Pure/Dead/Brilliant featuring Author Helen Taylor.

Helen is author of ‘Backstreets of Purgatory’ which she describes,

The Backstreets of Purgatory is a novel which tells the story of the chaos the kicks off when Caravaggio turns up in present day Glasgow to serve out a stint of his purgatorial sentence as mentor to struggling art student Finn Garvie. Art, different versions of sanity, and….Irn Bru.

The book is currently gaining funding through Unbound, a new take on publishing new and upcoming authors, it focuses on its own version of crowdfunding allowing supporters to fund the author and once the target has been achieved they receive acknowledgement in the name of things such as special edition copies of that book. It’s a refreshing idea and I asked Helen if she could tell us a bit more about it..

Several things attracted me to Unbound. Their reader-centred ethos for a start. They have a strong belief that readers are much more adventurous than most of the marketing departments of the major publishing houses apparently consider them to be (if the glut of ‘copycat’ titles are a measure).

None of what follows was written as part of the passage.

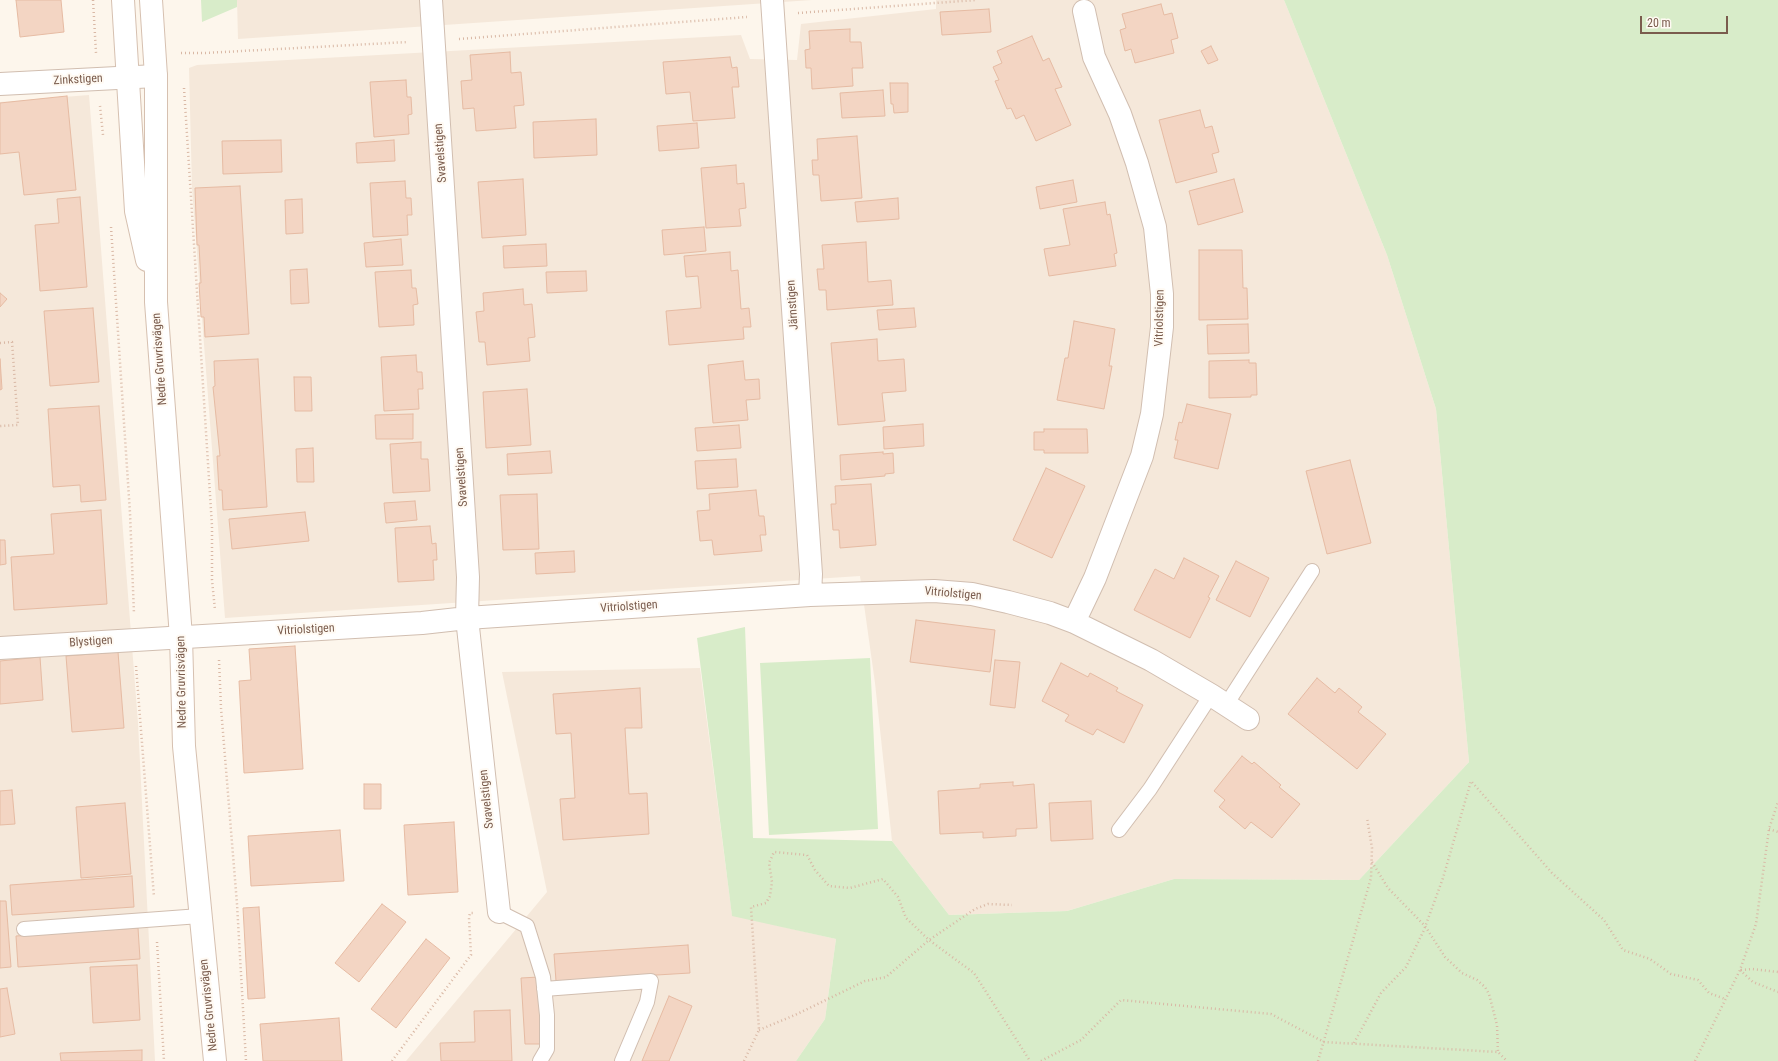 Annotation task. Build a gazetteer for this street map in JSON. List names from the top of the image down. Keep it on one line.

With publishing changing so rapidly and prices being driven down by the likes of Amazon, traditional publishers are becoming more wary of taking risks on new or less established writers, or on unusual or challenging books that fall outside well-defined genres.

Disruptive publishing in whatever its form (self-publishing, crowdfunding, Unbound) seems to me like the best way to challenge this state of affairs. Yes, it is harder to make a living as a writer and there is almost no such thing as advances for the majority of writers these days, but on the positive side, there are amazing opportunities to reach your audience.

As an Unbound writer, I can take advantage of technology to link up with readers and supporters during my project in a way that would previously have been impossible. Supporters can track progress, follow my blog posts, ask me questions directly. As a reader and a writer, I love that close contact.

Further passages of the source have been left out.